Torn between giving in to him and holding on to what I knew was the right path for me, I had to get away from him to think clearly. In a split-second decision I reached behind me and unlocked the latch, causing the door to swing open. I didn’t deny that I was his. He already knew I was. My body’s reaction to him alone was enough to confirm that, but I did say something I knew would make him dislike me, or maybe even hate me. Keep him from following me and tearing me apart. “I have to get back out there. Michael will be wondering where I am.”
“Michael,” he spat.
Guilt set in and I had to push it away. I was doing what I had to do. Still, I tried to ease the burn of my words. “Logan, I’m here with him to support him politically, not that I owe you any explanation.”
His expression cleared. I couldn’t read him at all. But then he leaned back against the sink and gripped the edge tightly, and I knew he was hurt.
I hated this. All I wanted was to be with him, but our separation wasn’t my choice.
His jaw twitched.
My eyes were glued to him. Under his clothes, I could see the impressive muscle tone of his arms and chest that I loved to have pressed against me. I could hear the way he breathed. I could almost taste his lips on mine.
“Don’t, Elle. Just don’t,” he said.
“Don’t what, Logan? Go on with my life?”
His eyes were flat, his expression lifeless. “You know why we can’t be together right now. All I need is some time.”

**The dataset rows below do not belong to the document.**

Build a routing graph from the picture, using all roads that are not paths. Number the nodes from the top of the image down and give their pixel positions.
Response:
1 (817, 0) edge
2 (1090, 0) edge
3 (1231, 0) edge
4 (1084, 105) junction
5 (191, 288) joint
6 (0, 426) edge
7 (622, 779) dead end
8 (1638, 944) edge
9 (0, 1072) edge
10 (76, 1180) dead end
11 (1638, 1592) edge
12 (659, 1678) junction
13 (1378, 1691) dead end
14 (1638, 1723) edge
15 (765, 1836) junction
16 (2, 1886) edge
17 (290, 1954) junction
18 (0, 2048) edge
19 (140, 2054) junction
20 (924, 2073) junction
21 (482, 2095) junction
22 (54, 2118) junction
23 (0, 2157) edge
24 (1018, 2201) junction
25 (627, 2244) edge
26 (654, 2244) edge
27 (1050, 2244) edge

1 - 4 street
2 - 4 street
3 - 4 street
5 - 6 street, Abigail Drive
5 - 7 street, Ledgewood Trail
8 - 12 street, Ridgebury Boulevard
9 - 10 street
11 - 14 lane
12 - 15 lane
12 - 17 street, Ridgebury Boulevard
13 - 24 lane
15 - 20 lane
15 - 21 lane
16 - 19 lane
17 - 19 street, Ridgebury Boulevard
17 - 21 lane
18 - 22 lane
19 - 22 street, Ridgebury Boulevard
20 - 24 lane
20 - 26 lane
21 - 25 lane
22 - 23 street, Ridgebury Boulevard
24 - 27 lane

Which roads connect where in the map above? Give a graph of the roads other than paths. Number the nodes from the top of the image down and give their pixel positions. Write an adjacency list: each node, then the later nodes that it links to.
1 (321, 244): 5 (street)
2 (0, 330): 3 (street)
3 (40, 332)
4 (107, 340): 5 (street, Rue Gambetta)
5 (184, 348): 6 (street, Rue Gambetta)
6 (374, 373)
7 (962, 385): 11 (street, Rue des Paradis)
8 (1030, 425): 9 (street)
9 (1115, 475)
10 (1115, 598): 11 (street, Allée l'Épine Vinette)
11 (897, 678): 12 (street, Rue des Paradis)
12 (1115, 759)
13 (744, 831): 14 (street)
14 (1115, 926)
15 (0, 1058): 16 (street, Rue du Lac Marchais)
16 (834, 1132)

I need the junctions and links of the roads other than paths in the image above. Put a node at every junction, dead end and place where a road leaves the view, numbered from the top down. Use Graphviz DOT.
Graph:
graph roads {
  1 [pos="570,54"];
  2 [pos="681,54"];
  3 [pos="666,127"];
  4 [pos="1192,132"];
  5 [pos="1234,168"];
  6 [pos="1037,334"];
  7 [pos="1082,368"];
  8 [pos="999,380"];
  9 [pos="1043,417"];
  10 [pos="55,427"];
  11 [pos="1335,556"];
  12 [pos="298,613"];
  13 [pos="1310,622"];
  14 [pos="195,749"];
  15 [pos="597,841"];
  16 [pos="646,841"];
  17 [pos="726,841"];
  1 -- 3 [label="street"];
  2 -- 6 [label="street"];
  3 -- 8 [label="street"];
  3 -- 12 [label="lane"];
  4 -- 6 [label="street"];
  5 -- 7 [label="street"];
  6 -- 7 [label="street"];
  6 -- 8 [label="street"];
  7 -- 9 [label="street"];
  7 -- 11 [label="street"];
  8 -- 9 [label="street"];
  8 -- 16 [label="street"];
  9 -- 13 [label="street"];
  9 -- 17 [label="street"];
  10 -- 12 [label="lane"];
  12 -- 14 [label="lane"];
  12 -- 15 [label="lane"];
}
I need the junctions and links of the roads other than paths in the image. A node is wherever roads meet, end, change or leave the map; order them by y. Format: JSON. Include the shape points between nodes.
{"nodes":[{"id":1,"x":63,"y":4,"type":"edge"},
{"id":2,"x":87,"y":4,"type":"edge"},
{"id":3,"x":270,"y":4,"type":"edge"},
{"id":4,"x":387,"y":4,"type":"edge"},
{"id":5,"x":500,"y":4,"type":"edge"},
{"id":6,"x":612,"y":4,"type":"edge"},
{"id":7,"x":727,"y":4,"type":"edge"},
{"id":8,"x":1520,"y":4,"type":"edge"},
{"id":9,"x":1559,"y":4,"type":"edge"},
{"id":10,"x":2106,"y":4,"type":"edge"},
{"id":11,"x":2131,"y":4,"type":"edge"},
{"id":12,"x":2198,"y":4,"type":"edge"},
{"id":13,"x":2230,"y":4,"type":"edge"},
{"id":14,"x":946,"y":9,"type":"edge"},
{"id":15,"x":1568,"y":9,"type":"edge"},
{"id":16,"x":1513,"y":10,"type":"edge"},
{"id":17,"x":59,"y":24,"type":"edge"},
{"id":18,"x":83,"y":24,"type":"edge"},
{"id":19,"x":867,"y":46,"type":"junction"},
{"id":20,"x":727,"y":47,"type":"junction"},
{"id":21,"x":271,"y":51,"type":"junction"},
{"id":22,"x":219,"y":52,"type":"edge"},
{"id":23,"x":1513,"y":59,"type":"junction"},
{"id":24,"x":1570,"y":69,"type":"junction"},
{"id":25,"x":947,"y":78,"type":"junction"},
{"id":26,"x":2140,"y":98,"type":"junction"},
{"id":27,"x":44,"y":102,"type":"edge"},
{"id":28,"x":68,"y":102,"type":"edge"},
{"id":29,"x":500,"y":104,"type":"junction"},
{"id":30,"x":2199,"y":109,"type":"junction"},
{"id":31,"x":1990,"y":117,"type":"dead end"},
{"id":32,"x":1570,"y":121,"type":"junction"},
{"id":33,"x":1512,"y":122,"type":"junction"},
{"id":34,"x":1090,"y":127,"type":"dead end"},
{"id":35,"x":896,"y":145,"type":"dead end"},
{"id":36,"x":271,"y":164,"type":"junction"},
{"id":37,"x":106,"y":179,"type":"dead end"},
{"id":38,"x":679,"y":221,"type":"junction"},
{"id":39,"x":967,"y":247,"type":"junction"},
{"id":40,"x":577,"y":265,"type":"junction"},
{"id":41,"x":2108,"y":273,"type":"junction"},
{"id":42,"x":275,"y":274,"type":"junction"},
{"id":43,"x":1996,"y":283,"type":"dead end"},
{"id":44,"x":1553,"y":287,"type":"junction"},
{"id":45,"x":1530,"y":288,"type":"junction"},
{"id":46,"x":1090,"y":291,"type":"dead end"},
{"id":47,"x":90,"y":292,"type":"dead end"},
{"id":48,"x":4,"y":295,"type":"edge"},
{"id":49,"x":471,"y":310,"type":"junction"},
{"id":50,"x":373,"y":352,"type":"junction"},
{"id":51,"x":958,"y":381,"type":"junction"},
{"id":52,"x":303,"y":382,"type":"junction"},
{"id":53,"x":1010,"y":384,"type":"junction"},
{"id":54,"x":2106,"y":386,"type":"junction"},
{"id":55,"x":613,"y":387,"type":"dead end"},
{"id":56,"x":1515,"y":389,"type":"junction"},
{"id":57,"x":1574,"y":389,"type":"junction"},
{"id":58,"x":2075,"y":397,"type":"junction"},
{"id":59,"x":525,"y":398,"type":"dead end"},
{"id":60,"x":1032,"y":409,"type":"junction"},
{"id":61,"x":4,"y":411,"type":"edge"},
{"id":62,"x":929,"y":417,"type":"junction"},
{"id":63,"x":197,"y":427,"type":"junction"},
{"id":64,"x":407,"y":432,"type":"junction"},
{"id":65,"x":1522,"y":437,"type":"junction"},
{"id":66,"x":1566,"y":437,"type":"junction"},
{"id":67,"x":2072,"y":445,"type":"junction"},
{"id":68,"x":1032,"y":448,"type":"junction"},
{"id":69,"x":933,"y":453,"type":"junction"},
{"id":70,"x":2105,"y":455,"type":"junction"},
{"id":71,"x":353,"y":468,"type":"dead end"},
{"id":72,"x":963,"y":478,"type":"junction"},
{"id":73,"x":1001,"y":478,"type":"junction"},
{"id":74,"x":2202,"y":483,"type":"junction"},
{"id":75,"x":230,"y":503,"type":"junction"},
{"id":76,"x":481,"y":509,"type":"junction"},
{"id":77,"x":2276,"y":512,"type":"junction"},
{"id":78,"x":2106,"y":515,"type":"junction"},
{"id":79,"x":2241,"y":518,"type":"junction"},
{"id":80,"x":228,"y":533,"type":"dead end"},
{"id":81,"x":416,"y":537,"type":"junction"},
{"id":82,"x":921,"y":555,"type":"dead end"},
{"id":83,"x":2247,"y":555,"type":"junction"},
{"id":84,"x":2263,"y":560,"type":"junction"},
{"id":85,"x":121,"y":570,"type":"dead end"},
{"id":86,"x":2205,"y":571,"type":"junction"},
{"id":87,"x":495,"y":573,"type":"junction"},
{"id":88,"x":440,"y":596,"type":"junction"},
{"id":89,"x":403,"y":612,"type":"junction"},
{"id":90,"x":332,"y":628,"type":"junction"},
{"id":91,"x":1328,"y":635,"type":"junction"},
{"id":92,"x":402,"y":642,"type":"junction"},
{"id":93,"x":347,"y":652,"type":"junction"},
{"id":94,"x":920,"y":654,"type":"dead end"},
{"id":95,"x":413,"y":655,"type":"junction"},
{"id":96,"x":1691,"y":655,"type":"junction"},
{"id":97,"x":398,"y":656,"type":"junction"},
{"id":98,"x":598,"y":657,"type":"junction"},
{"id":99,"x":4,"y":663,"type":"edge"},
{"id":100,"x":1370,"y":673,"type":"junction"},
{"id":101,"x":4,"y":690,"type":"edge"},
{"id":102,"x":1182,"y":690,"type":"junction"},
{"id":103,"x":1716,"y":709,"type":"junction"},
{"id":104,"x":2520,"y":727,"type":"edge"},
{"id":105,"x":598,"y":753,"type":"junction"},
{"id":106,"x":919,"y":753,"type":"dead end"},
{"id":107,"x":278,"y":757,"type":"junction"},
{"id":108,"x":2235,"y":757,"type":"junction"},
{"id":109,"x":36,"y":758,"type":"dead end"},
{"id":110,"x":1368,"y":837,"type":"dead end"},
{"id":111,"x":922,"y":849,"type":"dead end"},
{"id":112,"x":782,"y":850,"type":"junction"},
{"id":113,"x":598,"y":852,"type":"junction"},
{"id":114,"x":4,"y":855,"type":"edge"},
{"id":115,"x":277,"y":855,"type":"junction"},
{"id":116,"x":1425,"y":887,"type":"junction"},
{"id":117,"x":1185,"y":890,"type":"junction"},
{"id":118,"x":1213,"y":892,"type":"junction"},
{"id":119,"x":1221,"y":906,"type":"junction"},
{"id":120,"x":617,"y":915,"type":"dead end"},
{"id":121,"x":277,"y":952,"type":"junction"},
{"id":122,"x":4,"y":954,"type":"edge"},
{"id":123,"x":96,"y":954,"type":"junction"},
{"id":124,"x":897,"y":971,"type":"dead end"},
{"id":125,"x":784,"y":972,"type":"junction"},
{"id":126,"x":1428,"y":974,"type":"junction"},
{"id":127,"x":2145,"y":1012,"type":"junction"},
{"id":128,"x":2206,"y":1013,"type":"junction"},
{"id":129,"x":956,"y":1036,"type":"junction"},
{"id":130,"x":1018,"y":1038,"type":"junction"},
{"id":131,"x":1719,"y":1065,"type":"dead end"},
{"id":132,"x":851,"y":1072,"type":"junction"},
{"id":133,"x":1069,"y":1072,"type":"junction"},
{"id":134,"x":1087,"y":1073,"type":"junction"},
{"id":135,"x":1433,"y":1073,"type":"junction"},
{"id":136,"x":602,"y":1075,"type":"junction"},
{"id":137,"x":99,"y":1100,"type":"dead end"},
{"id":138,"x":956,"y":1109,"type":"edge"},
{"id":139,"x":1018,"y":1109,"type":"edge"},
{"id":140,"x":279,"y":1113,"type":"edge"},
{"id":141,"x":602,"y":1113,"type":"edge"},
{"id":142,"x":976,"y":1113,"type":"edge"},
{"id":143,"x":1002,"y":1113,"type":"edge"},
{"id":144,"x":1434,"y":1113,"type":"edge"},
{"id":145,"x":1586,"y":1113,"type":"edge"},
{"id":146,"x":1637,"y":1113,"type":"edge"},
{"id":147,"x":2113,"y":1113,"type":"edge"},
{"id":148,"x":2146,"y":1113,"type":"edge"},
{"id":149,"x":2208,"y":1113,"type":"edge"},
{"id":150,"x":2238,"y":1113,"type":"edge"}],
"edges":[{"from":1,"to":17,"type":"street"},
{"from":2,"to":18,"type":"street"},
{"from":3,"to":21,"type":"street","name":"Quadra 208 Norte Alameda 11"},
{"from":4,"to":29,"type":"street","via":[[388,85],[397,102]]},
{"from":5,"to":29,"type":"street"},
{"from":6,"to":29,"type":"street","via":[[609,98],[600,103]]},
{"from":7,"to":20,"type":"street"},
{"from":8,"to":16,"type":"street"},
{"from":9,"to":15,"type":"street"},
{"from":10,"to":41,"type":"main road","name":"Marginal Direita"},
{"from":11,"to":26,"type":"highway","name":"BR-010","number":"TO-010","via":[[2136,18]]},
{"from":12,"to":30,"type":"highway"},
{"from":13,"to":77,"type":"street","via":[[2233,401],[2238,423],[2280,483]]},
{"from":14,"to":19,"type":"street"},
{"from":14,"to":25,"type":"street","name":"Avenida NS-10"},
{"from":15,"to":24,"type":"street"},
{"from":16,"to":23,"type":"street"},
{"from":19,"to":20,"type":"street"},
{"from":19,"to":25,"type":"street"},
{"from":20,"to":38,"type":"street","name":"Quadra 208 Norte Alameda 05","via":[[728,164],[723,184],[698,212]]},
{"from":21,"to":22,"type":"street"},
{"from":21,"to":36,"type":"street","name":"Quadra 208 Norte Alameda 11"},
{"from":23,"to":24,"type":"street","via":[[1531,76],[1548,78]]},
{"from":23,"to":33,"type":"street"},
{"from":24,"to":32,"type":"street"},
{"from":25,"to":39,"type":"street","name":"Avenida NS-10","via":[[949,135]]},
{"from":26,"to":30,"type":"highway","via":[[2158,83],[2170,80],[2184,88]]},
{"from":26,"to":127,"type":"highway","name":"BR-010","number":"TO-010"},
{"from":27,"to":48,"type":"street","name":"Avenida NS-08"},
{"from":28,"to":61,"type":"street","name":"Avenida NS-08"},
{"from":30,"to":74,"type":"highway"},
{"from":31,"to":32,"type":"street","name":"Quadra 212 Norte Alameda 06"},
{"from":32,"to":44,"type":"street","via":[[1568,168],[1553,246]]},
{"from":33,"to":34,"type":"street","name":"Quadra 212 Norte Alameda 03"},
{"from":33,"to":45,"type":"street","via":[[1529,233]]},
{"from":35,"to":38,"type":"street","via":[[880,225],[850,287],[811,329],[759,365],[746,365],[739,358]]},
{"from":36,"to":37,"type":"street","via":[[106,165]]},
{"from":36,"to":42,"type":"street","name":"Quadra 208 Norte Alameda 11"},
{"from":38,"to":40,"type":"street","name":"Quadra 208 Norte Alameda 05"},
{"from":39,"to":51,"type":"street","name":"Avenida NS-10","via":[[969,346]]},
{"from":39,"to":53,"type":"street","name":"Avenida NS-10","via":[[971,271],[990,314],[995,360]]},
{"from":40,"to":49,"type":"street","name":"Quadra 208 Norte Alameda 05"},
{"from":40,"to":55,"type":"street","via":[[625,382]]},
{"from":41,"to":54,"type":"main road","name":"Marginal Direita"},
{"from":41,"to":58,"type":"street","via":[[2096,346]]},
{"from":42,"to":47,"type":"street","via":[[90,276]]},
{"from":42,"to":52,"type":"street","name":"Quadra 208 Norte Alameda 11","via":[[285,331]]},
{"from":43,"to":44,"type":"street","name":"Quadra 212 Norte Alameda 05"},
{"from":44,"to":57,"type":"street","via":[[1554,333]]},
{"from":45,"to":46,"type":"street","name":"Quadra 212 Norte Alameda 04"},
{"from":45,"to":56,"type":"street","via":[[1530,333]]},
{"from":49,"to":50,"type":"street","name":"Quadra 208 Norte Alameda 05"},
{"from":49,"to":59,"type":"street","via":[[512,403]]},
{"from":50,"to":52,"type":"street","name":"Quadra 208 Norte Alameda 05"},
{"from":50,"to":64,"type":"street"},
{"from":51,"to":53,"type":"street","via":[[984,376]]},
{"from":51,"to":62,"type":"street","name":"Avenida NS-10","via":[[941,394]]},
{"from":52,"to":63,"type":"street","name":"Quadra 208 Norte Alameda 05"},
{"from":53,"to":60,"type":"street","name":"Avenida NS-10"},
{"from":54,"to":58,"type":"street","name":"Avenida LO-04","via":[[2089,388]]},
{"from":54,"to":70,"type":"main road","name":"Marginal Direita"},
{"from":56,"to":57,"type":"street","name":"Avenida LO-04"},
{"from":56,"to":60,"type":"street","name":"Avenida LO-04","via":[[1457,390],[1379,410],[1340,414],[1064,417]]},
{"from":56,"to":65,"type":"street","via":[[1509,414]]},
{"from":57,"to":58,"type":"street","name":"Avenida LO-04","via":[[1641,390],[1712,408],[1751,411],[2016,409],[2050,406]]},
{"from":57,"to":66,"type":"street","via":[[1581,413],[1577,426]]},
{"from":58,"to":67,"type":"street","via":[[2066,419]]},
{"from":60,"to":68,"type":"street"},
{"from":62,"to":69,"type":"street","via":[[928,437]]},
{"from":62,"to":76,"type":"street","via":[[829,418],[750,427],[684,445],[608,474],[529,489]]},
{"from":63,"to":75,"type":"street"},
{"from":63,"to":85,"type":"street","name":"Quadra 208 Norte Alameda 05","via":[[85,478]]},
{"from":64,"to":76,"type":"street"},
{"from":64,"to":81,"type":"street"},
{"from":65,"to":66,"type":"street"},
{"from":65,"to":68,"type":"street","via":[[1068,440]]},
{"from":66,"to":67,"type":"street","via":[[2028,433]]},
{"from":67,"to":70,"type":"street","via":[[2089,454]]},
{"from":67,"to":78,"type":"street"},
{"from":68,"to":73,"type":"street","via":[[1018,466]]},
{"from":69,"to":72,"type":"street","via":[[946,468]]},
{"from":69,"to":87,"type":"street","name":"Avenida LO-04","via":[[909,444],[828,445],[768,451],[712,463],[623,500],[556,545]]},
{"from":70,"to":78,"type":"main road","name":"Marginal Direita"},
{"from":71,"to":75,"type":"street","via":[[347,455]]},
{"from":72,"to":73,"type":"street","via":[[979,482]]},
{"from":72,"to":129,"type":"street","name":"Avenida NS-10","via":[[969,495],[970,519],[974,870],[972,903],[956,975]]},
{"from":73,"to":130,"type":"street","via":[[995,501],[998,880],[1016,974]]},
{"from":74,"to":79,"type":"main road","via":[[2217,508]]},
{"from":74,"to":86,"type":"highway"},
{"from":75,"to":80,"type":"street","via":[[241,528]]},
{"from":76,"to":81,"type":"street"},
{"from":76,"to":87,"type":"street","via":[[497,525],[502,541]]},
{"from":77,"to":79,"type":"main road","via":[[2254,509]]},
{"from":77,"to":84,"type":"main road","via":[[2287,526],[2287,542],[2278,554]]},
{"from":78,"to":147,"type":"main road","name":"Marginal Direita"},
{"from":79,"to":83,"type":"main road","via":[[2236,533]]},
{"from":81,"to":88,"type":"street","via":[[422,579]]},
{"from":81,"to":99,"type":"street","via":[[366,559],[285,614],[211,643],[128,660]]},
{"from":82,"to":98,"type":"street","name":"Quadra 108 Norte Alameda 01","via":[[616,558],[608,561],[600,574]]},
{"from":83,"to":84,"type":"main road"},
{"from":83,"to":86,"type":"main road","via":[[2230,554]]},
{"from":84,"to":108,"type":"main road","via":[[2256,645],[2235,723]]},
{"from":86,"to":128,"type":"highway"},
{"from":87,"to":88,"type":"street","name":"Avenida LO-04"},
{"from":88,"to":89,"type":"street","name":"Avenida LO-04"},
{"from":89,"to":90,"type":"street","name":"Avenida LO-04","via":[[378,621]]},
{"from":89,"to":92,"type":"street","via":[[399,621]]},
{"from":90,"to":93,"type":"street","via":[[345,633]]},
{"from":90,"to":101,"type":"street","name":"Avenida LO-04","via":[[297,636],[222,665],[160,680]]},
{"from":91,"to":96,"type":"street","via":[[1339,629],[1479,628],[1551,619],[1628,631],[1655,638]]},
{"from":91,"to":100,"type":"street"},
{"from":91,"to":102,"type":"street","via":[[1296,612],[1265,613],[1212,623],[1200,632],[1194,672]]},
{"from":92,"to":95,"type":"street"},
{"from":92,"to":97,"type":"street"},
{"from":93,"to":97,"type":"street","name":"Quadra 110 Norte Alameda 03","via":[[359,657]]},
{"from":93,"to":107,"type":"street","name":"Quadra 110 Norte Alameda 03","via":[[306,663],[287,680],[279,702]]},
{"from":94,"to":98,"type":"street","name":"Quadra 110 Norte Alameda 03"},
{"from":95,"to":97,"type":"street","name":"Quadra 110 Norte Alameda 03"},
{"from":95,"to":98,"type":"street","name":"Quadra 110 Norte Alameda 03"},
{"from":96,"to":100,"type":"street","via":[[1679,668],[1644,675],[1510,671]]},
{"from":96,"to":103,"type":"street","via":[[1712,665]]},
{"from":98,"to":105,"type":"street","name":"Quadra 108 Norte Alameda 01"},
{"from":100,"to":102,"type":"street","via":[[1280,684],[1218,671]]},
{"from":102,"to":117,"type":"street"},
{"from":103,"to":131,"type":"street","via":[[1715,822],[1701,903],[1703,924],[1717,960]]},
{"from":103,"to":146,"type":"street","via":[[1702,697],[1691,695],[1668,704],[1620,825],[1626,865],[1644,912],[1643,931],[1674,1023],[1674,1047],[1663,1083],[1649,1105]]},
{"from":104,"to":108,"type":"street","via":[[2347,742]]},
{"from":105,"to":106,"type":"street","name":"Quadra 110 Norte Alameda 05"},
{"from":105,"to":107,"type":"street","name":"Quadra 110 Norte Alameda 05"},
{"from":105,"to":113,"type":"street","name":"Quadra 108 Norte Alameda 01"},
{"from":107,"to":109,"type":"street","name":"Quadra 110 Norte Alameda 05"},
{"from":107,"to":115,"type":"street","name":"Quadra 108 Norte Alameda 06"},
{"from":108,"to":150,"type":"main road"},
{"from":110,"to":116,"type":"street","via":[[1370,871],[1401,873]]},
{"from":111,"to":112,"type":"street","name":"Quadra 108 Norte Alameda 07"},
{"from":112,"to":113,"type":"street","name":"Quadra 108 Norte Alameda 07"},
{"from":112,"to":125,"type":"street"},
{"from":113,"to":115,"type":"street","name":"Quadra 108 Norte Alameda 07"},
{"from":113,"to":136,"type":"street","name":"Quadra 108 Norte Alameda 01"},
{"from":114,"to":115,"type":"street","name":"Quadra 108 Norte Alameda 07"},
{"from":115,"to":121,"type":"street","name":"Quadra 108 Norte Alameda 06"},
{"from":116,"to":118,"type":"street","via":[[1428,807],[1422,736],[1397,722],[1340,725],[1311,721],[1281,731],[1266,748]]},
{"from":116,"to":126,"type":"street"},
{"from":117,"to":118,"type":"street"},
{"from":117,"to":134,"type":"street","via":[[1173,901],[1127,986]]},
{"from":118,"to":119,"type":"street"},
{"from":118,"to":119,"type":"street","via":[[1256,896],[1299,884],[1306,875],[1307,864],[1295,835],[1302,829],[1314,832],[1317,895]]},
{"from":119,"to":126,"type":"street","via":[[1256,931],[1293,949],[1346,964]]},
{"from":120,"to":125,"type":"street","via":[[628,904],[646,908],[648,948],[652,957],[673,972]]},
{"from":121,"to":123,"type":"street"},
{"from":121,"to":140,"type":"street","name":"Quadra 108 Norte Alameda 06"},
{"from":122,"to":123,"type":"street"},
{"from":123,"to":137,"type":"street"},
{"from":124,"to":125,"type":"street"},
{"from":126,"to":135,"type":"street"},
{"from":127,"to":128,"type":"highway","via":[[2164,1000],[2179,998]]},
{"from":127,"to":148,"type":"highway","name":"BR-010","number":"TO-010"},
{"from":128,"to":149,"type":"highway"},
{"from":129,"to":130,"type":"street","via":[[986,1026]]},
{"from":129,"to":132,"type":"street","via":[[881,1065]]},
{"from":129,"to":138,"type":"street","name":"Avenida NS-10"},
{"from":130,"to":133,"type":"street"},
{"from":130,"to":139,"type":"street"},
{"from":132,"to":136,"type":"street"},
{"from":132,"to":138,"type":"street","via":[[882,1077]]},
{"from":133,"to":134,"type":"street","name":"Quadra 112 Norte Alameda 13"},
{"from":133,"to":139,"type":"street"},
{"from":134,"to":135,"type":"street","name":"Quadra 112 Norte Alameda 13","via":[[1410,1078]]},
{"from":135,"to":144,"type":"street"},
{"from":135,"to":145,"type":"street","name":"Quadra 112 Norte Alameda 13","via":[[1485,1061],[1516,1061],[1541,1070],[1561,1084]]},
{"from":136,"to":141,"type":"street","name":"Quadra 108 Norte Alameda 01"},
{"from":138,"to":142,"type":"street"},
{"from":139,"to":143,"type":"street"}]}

I was shaking my head and lashing myself at the same time. I felt physically sick. “I gave you a choice and you didn’t pick me. There is no in-between. Not for me. There can’t be.”
His gaze remained steady, unblinking; his mouth was straight, almost a frown. “This is our story. There can be whatever we want.”
My fists and jaw were clenched. When it came to us, he wasn’t right. “How does that work? The in-between, I mean. We call each other on the sly, maybe meet up to fuck in secret, in a bathroom, a backroom, someplace where we are with other people so no one knows we’re together?”
The look of pain and despair he gave me was one I’d never seen.
The ache in my chest flared, but I didn’t stop. I had to put an end to this before I couldn’t. “Tell me, Logan, in this in-between, do we not only fuck each other but fuck other people too, to make the sham all the more real?”
Red seeped into his face. “Fuck you, Elle.”
His words punched the air from my lungs. I wanted to fall to my knees right there and say I was sorry, but I had to stay strong. I had to end this between us for good, because I knew he would keep going with the back and forth. “We shouldn’t be seen together. Do you want to be the first to walk out of here or should it be me?”
He pulled his bowtie loose and unbuttoned the top button but didn’t answer me.
Everything in this small space was suddenly too bright and my heart was beating way too fast. I couldn’t be near him for one more minute because I knew if I was, I was going to launch myself at him and give him what I knew he’d take. And I couldn’t do that. I was here for a reason—to spy on Michael. Find out what he was up to, if anything.
With a quick pivot on my heels, I made the decision for him and turned and started for the door.
“Elle, don’t leave things like this between us,” he pleaded.
I had to.
Nothing had changed.
A quick fuck wouldn’t make me feel any better tomorrow or change the fact that we had no future.
Realizing this, I thought I might just hate him.
But as soon as I left the room, left him, the hole in my heart told me I didn’t hate him.
Instead, it told me I would love him forever.
DAY 14
LOGAN
The pavement was wet as my feet pounded against it. I sprinted faster, arms working, fists flying up beside my body. Faster and faster I went, until my legs cramped and my stomach knotted, but that wasn’t enough to make me stop. I didn’t even falter. I just kept running.
The rain came down harder, but not hard enough to drown out the sound of her screams. They were everywhere.
I was running in the very early hours of the morning, trying to clear my head—to erase the nightmare I couldn’t seem to shake. It was so real. I had gone to her. Brought her back into my life. And then soon after she was in a dark place, alone and afraid. I saw the image of her frightened face, heard the sound of her shrilling screams, and felt her warm blood on my skin.